[Items from a data source]
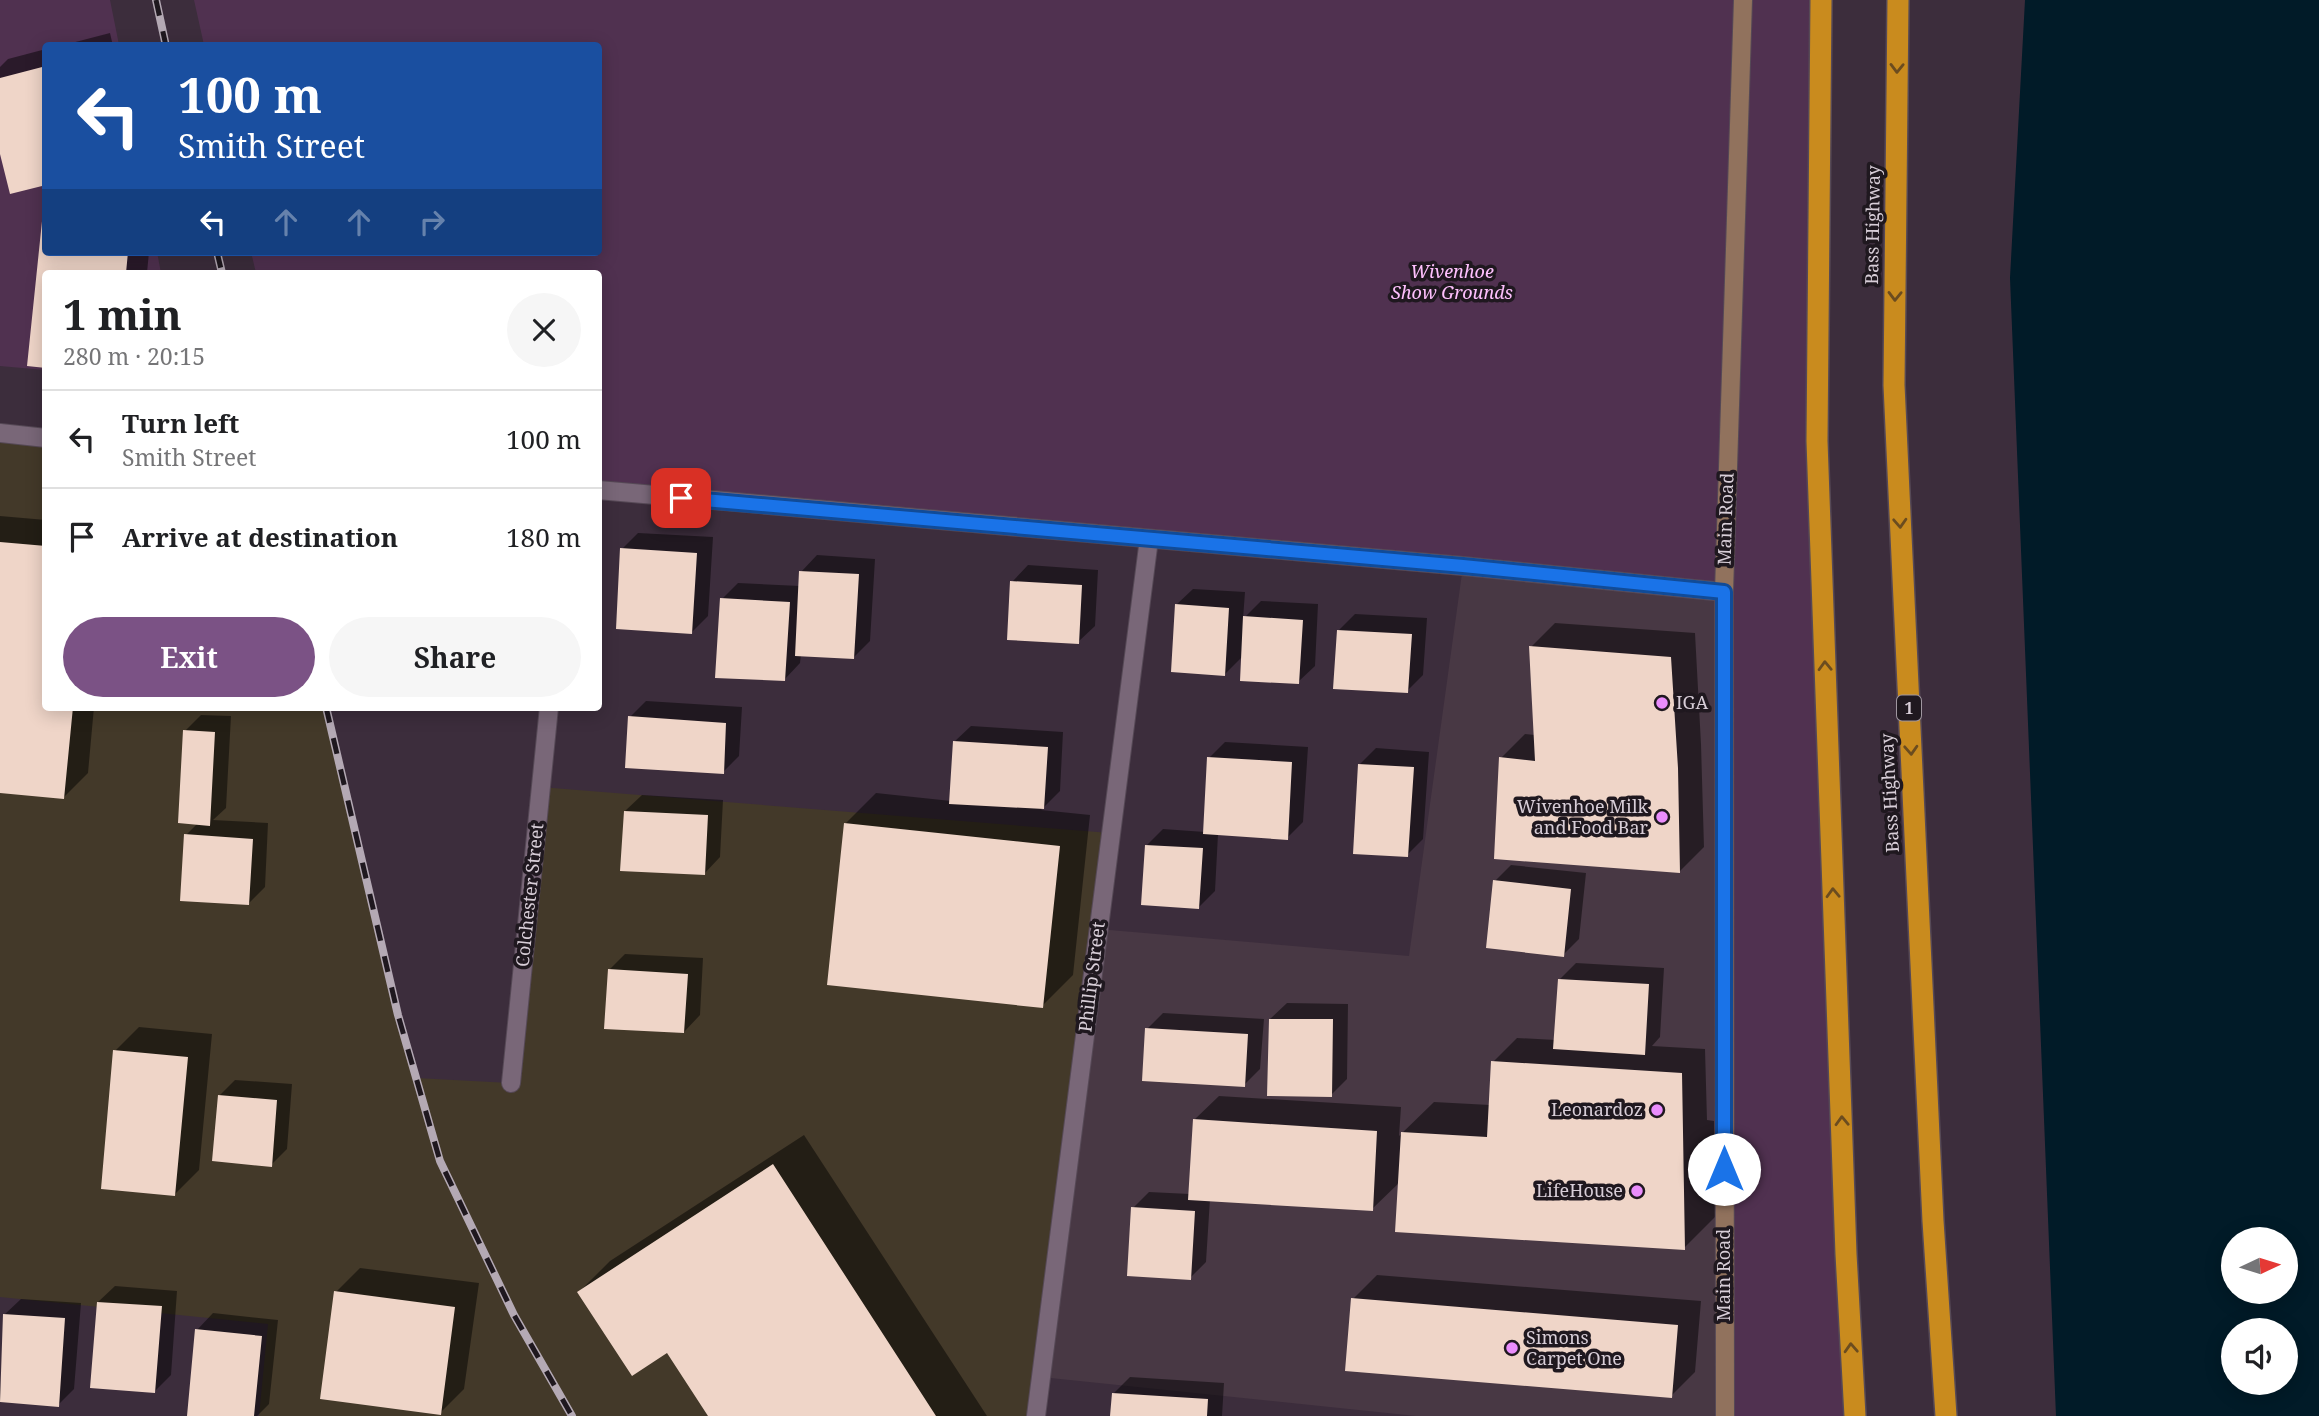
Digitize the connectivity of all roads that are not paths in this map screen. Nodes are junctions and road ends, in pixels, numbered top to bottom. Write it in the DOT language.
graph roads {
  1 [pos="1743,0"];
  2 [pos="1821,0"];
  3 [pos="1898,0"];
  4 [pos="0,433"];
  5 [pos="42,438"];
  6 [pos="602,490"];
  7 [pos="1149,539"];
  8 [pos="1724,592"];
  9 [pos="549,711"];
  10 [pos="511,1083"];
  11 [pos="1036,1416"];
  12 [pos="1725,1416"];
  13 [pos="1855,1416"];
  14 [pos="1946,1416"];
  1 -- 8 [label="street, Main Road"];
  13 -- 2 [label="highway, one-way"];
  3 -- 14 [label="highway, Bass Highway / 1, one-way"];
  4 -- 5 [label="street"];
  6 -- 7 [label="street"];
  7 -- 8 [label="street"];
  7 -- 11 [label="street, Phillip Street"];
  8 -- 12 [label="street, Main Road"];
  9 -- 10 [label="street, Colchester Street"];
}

§ Assignment
The pictures in the data should be omitted, and every remaining line set down exactly.

§ Result for this exercise
Digitize the connectivity of all roads that are not paths in this map screen. Nodes are junctions and road ends, in pixels, numbered top to bottom. Write it in the DOT language.
graph roads {
  1 [pos="1743,0"];
  2 [pos="1821,0"];
  3 [pos="1898,0"];
  4 [pos="0,433"];
  5 [pos="42,438"];
  6 [pos="602,490"];
  7 [pos="1149,539"];
  8 [pos="1724,592"];
  9 [pos="549,711"];
  10 [pos="511,1083"];
  11 [pos="1036,1416"];
  12 [pos="1725,1416"];
  13 [pos="1855,1416"];
  14 [pos="1946,1416"];
  1 -- 8 [label="street, Main Road"];
  13 -- 2 [label="highway, one-way"];
  3 -- 14 [label="highway, Bass Highway / 1, one-way"];
  4 -- 5 [label="street"];
  6 -- 7 [label="street"];
  7 -- 8 [label="street"];
  7 -- 11 [label="street, Phillip Street"];
  8 -- 12 [label="street, Main Road"];
  9 -- 10 [label="street, Colchester Street"];
}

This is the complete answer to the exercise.